Daniel Bento, diretor do centro de estudos, afirma que essas empresas pautaram o tema da equidade racial por meio de contratações focadas em profissionais negros, estágios, formações em recursos humanos e grupos de discussão.

Essa inclusão, porém, não exemplifica uma mudança na cultura dos escritórios pelo país. Bento afirma que o hiato entre o número de formados e contratados mostra que as bancas ainda têm uma visão engessada sobre racismo.

“O senso comum associa o racismo a episódios de discriminação racial, mas essa é uma das formas. O racismo é um sistema de opressão, que hierarquiza vidas de acordo com o seu pertencimento étnico-racial”, diz ele.

A discussão sobre o tema deve fazer parte da estrutura de toda a empresa, em vez de ficar restrita a “um gueto”.

Há cerca de 1,34 milhão de advogados no país, segundo dados da OAB. Dos mais de 635 mil profissionais registrados desde 2011, 170 mil se declaram pardos, e 41 mil, pretos. Somados, eles representam 33%.

O percentual dos profissionais negros que ingressaram antes na Ordem é desconhecido.
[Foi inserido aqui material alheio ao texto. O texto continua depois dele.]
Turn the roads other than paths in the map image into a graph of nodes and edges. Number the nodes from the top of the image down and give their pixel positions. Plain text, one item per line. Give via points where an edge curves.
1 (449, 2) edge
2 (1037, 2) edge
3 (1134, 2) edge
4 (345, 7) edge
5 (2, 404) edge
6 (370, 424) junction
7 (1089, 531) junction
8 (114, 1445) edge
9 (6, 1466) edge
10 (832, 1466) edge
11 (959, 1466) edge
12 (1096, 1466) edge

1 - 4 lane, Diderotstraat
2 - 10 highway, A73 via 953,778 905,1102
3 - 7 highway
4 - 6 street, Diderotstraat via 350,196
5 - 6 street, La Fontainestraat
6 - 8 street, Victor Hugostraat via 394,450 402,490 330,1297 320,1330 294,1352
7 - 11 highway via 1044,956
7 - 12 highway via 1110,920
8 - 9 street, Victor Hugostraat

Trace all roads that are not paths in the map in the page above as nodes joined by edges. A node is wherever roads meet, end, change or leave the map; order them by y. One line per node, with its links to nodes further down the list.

A falta de compreensão sobre o racismo estrutural é vista de forma recorrente pela advogada Thayna Yaredy, sócia-fundadora da Gema Consultoria. A empresa formada por mulheres presta serviço na área de compliance em equidade.
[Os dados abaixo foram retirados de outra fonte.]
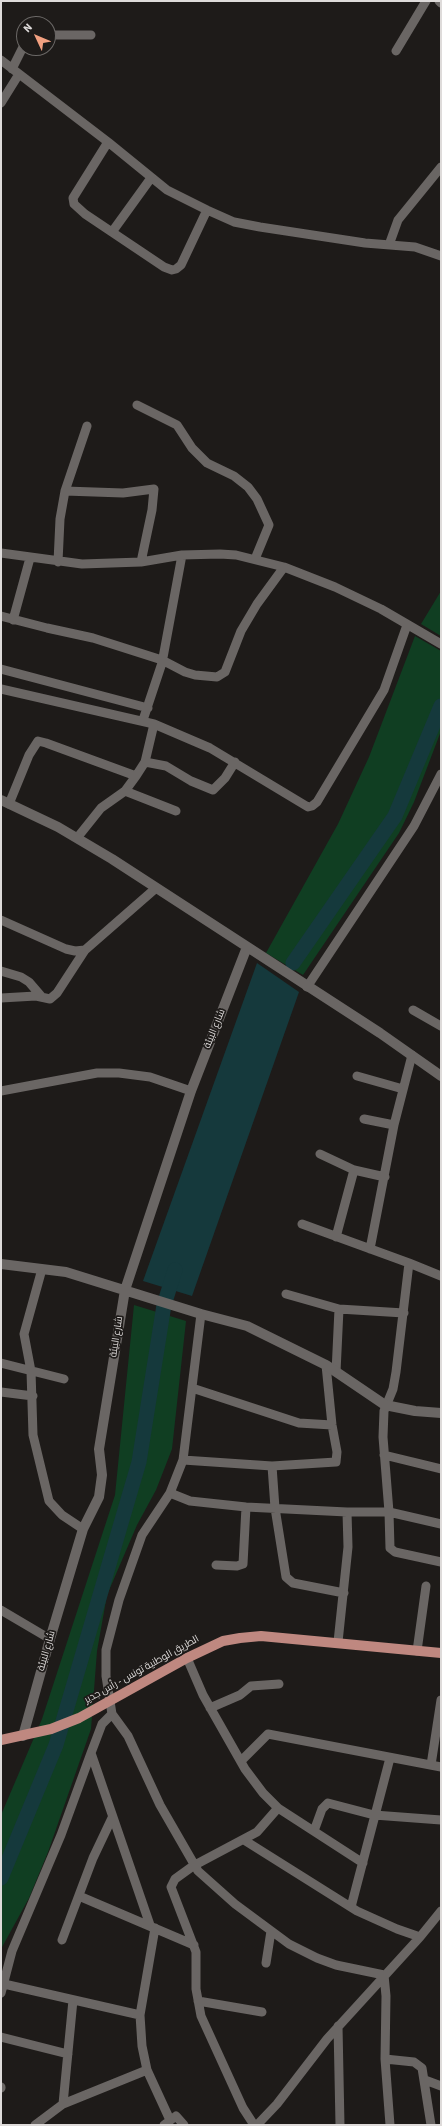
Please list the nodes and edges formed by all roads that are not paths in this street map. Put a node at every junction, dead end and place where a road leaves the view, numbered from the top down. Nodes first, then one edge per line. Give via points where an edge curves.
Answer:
1 (426, 1) edge
2 (439, 1) edge
3 (441, 3) edge
4 (91, 34) dead end
5 (56, 35) edge
6 (396, 51) dead end
7 (20, 56) edge
8 (1, 60) edge
9 (15, 72) junction
10 (1, 103) edge
11 (108, 142) junction
12 (441, 167) edge
13 (151, 178) junction
14 (207, 210) junction
15 (112, 232) junction
16 (389, 245) junction
17 (441, 256) edge
18 (137, 404) dead end
19 (87, 426) dead end
20 (65, 491) junction
21 (1, 553) edge
22 (182, 555) junction
23 (30, 558) junction
24 (255, 559) junction
25 (58, 562) junction
26 (142, 562) junction
27 (284, 567) junction
28 (1, 616) edge
29 (12, 620) junction
30 (407, 625) junction
31 (441, 644) edge
32 (162, 660) junction
33 (1, 669) edge
34 (1, 689) edge
35 (148, 708) junction
36 (143, 720) junction
37 (154, 724) junction
38 (145, 762) junction
39 (235, 762) junction
40 (441, 774) edge
41 (136, 776) junction
42 (124, 791) junction
43 (5, 802) edge
44 (176, 811) dead end
45 (77, 838) junction
46 (156, 888) junction
47 (1, 920) edge
48 (247, 947) junction
49 (85, 950) junction
50 (1, 971) edge
51 (307, 987) junction
52 (41, 996) junction
53 (1, 998) edge
54 (413, 1010) dead end
55 (441, 1026) edge
56 (412, 1054) junction
57 (357, 1076) dead end
58 (441, 1076) edge
59 (403, 1089) junction
60 (1, 1091) edge
61 (191, 1091) junction
62 (364, 1119) dead end
63 (394, 1126) junction
64 (320, 1154) dead end
65 (354, 1170) junction
66 (385, 1177) junction
67 (302, 1224) dead end
68 (336, 1237) junction
69 (370, 1249) junction
70 (410, 1263) junction
71 (1, 1264) edge
72 (42, 1269) junction
73 (441, 1276) edge
74 (125, 1290) junction
75 (286, 1294) dead end
76 (339, 1309) junction
77 (404, 1313) junction
78 (201, 1314) junction
79 (1, 1363) edge
80 (326, 1366) junction
81 (31, 1370) junction
82 (336, 1372) junction
83 (64, 1379) dead end
84 (192, 1388) junction
85 (1, 1392) edge
86 (33, 1396) junction
87 (385, 1405) junction
88 (441, 1413) edge
89 (332, 1425) junction
90 (384, 1455) junction
91 (184, 1460) junction
92 (272, 1466) junction
93 (441, 1469) edge
94 (170, 1493) junction
95 (246, 1507) junction
96 (274, 1508) junction
97 (346, 1512) junction
98 (389, 1512) junction
99 (441, 1524) edge
100 (83, 1529) junction
101 (441, 1562) edge
102 (216, 1565) dead end
103 (426, 1586) dead end
104 (344, 1593) junction
105 (1, 1610) edge
106 (50, 1639) junction
107 (338, 1642) junction
108 (417, 1651) junction
109 (441, 1653) edge
110 (187, 1658) junction
111 (279, 1684) dead end
112 (441, 1700) edge
113 (111, 1702) junction
114 (210, 1708) junction
115 (112, 1714) junction
116 (28, 1735) junction
117 (1, 1740) edge
118 (91, 1753) junction
119 (390, 1758) junction
120 (241, 1761) junction
121 (431, 1765) junction
122 (441, 1767) edge
123 (278, 1808) junction
124 (374, 1815) junction
125 (112, 1818) junction
126 (441, 1820) edge
127 (314, 1831) junction
128 (244, 1840) junction
129 (363, 1864) junction
130 (193, 1866) junction
131 (79, 1896) junction
132 (351, 1907) junction
133 (441, 1911) edge
134 (153, 1926) junction
135 (271, 1931) junction
136 (420, 1937) junction
137 (62, 1940) dead end
138 (194, 1945) junction
139 (266, 1963) dead end
140 (384, 1975) junction
141 (3, 1988) edge
142 (73, 2000) junction
143 (198, 2001) junction
144 (262, 2012) dead end
145 (140, 2015) junction
146 (338, 2026) junction
147 (1, 2037) edge
148 (68, 2054) junction
149 (385, 2059) junction
150 (147, 2070) junction
151 (425, 2080) junction
152 (441, 2086) edge
153 (63, 2104) junction
154 (167, 2123) edge
155 (35, 2125) edge
156 (184, 2125) edge
157 (256, 2125) edge
158 (340, 2125) edge
159 (390, 2125) edge
160 (431, 2125) edge

1 - 6 street
2 - 3 street
4 - 5 street
7 - 9 street
8 - 9 street
9 - 10 street
9 - 11 street
11 - 13 street
11 - 15 street via 72,201 85,214
12 - 16 street via 398,220
13 - 14 street via 167,190
13 - 15 street
14 - 15 street via 181,265 176,269 164,267
14 - 16 street via 234,222 260,227
16 - 17 street via 415,247
18 - 24 street via 177,425 192,448 207,463 234,476 257,498 269,525
19 - 20 street
20 - 25 street via 60,519
20 - 26 street via 123,493 154,489
21 - 23 street
22 - 24 street via 220,554
22 - 26 street
22 - 32 street
23 - 25 street
23 - 29 street
24 - 27 street
25 - 26 street
27 - 30 street via 335,587 381,609
27 - 32 street via 241,631 223,674 217,677 195,675
28 - 29 street
29 - 32 street via 93,638
30 - 31 street
30 - 39 street via 384,690 317,802 312,806 308,807
32 - 35 street
33 - 35 street
34 - 36 street
35 - 36 street
36 - 37 street
37 - 38 street
37 - 39 street via 200,742
38 - 39 street via 166,766 196,784 213,790 226,778
38 - 41 street
40 - 51 street via 409,834
41 - 42 street
41 - 43 street via 38,741
42 - 44 street
42 - 45 street via 101,808
43 - 45 street
45 - 46 street
46 - 48 street
46 - 49 street
47 - 49 street via 66,949
48 - 51 street
48 - 61 street, شارع البيئة
49 - 52 street via 53,997 50,999
50 - 52 street via 29,982
51 - 56 street
52 - 53 street
54 - 55 street
56 - 58 street
56 - 59 street
57 - 59 street
59 - 63 street
60 - 61 street via 97,1074 119,1073 150,1077
61 - 74 street, شارع البيئة
62 - 63 street
63 - 66 street
64 - 65 street
65 - 66 street
65 - 68 street
66 - 69 street
67 - 68 street
68 - 69 street
69 - 70 street
70 - 73 street
70 - 77 street
71 - 72 street
72 - 74 street via 66,1272
72 - 81 street via 24,1334
74 - 78 street
74 - 100 street, شارع البيئة via 99,1449 101,1486 95,1508
75 - 76 street
76 - 77 street
76 - 82 street
77 - 87 street via 393,1389
78 - 80 street via 247,1326
78 - 84 street
79 - 81 street
80 - 82 street
80 - 89 street
81 - 83 street
81 - 86 street
82 - 87 street
84 - 89 street via 299,1423
84 - 91 street
85 - 86 street
86 - 100 street via 33,1435 49,1501 62,1515
87 - 88 street
87 - 90 street
89 - 92 street via 337,1452 336,1462
90 - 93 street
90 - 98 street
91 - 92 street
91 - 94 street
92 - 96 street
94 - 95 street via 190,1501
94 - 113 street via 142,1535 119,1600 106,1650 106,1676
95 - 96 street
95 - 102 street via 243,1564
96 - 97 street
96 - 104 street via 284,1573 288,1581
97 - 98 street
97 - 104 street via 348,1547
98 - 99 street
98 - 101 street via 391,1550
100 - 106 street, شارع البيئة
103 - 108 street
104 - 107 street
105 - 106 street
106 - 116 street, شارع البيئة
107 - 108 main road, الطريق الوطنية تونس - رأس جدير
107 - 110 main road, الطريق الوطنية تونس - رأس جدير via 261,1636 240,1638 223,1641
108 - 109 main road, الطريق الوطنية تونس - رأس جدير
110 - 113 main road, الطريق الوطنية تونس - رأس جدير
110 - 114 street
111 - 114 street via 251,1686 240,1695
112 - 121 street
113 - 115 street
113 - 116 main road, الطريق الوطنية تونس - رأس جدير via 58,1726
114 - 120 street
115 - 118 street via 102,1724
115 - 130 street via 128,1736 150,1785
116 - 117 main road, الطريق الوطنية تونس - رأس جدير
118 - 125 street
118 - 141 street via 61,1835 12,1951
119 - 120 street via 268,1734
119 - 121 street
119 - 124 street
120 - 123 street via 254,1781
121 - 122 street
123 - 127 street
123 - 128 street via 257,1832
124 - 126 street
124 - 127 street via 328,1803 322,1809
124 - 129 street
125 - 131 street
125 - 134 street
127 - 129 street
128 - 130 street
128 - 132 street
129 - 132 street
130 - 135 street via 235,1904
130 - 138 street via 175,1879 171,1887
131 - 134 street
131 - 137 street
132 - 136 street
133 - 136 street
134 - 138 street
134 - 145 street
135 - 139 street
135 - 140 street via 289,1944 317,1958
136 - 140 street
138 - 143 street via 198,1962
140 - 146 street
140 - 149 street
141 - 142 street
142 - 145 street
142 - 148 street
143 - 144 street
143 - 157 street via 201,2016 243,2108
145 - 150 street
146 - 157 street via 276,2104
146 - 158 street
147 - 148 street
148 - 153 street
149 - 151 street via 414,2062 422,2068
149 - 159 street
150 - 153 street
150 - 154 street
151 - 152 street
151 - 160 street
153 - 155 street
154 - 156 street via 176,2116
Ela afirma que várias empresas ainda mantêm o pensamento do negro único, com a contratação de apenas um negro homem e uma negra mulher. “Há dificuldade em entender que a expansão beneficia a empresa como um todo, o que precisa ser incorporado de forma institucional para que seja algo estruturante.”

Para Estevão Silva, presidente da Anan (Associação Nacional da Advocacia Negra), há um perfil de pessoa negra preestabelecido para contratação. “Se a pessoa usa turbante ou bandana eles não aceitam. Escritórios preferem o negro careca.”
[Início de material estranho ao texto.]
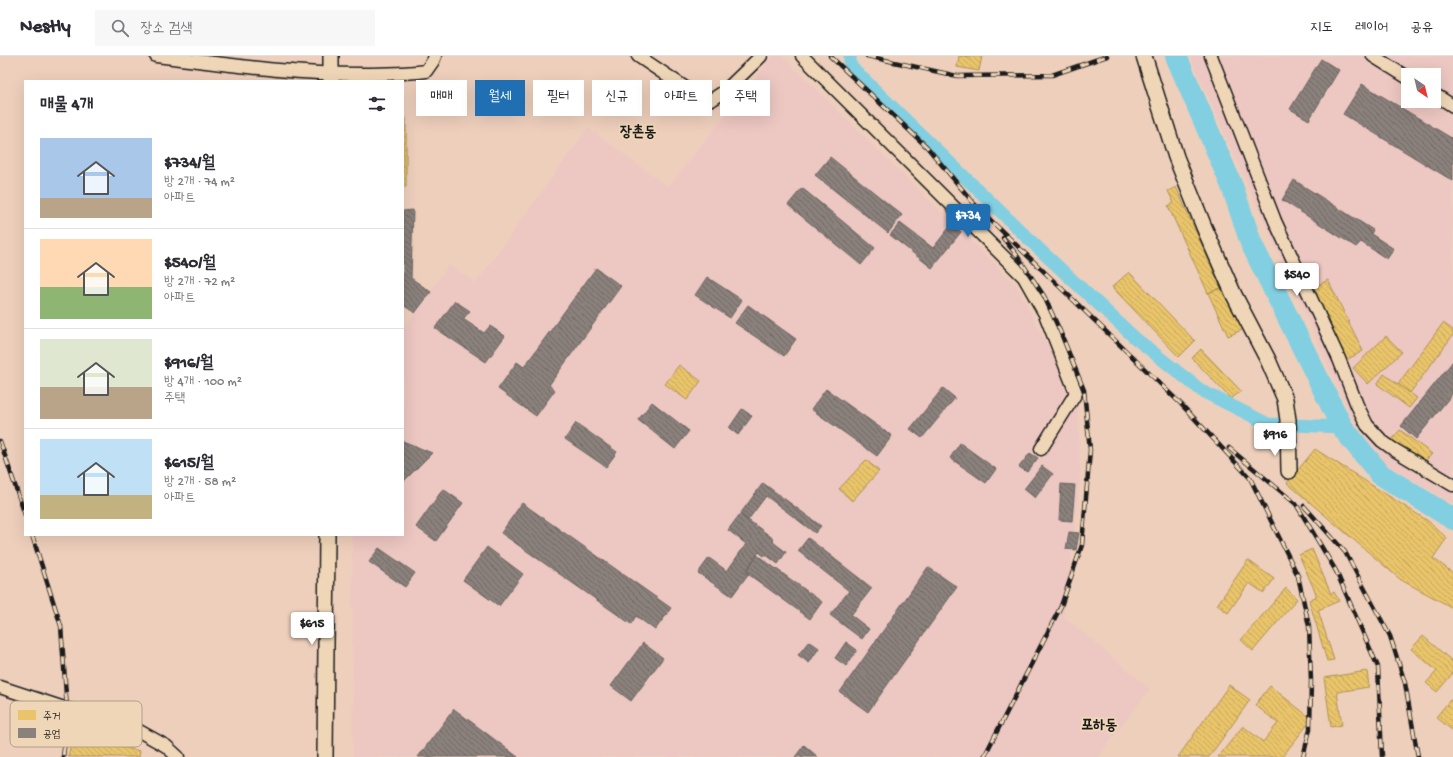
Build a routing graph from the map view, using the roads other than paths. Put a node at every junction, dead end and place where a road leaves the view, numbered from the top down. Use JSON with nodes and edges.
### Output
{"nodes":[{"id":1,"x":156,"y":56,"type":"edge"},
{"id":2,"x":331,"y":56,"type":"edge"},
{"id":3,"x":434,"y":56,"type":"edge"},
{"id":4,"x":638,"y":56,"type":"edge"},
{"id":5,"x":761,"y":56,"type":"edge"},
{"id":6,"x":802,"y":56,"type":"edge"},
{"id":7,"x":1144,"y":56,"type":"edge"},
{"id":8,"x":1211,"y":56,"type":"edge"},
{"id":9,"x":1373,"y":56,"type":"edge"},
{"id":10,"x":1401,"y":74,"type":"edge"},
{"id":11,"x":331,"y":77,"type":"edge"},
{"id":12,"x":1441,"y":98,"type":"edge"},
{"id":13,"x":1453,"y":106,"type":"edge"},
{"id":14,"x":1042,"y":450,"type":"dead end"},
{"id":15,"x":1289,"y":471,"type":"dead end"},
{"id":16,"x":1453,"y":485,"type":"edge"},
{"id":17,"x":327,"y":536,"type":"edge"},
{"id":18,"x":0,"y":687,"type":"edge"},
{"id":19,"x":43,"y":701,"type":"edge"},
{"id":20,"x":142,"y":733,"type":"edge"},
{"id":21,"x":178,"y":757,"type":"edge"},
{"id":22,"x":325,"y":757,"type":"edge"}],
"edges":[{"from":1,"to":11,"type":"street"},
{"from":2,"to":11,"type":"street"},
{"from":3,"to":11,"type":"street"},
{"from":4,"to":5,"type":"street"},
{"from":6,"to":14,"type":"street"},
{"from":7,"to":15,"type":"street"},
{"from":8,"to":16,"type":"street"},
{"from":9,"to":10,"type":"street"},
{"from":12,"to":13,"type":"street"},
{"from":17,"to":22,"type":"street"},
{"from":18,"to":19,"type":"street"},
{"from":20,"to":21,"type":"street"}]}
Silva, da Anan, acrescenta que a exclusão aparece na distribuição de processos de maior visibilidade, que não são dados para os advogados negros. Também são poucos os profissionais negros que chegam aos tribunais para fazer sustentações orais. “Essa inclusão é só da porta para dentro. E na sala do fundo”, diz.

Um gargalo comum são as exigências em termos de formação. Ele afirma que a preferência é para graduados da USP, FGV (Fundação Getulio Vargas), PUC (Pontifícia Universidade Católica) e Universidade Presbiteriana Mackenzie, mas a maioria dos profissionais negros sai de outras instituições.

O inglês fluente como pré-requisito e a valorização da formação no exterior são outros fatores que barram tanto o ingresso como a ascensão desses advogados.

Presidente da Comissão de Igualdade Racial da OAB São Paulo, o advogado e doutor em direito Irapuã Santana chama essas exigências de “falso uso da meritocracia”.

“Tem duas regras diferentes, uma para as pessoas que o escritório conhece, o chamado QI, e outra para quem não tem esse networking no mercado jurídico. Essa barreira formal é colocada dentro da capa da meritocracia. Para os amigos, a gente dá tudo, para os inimigos, a lei”, diz.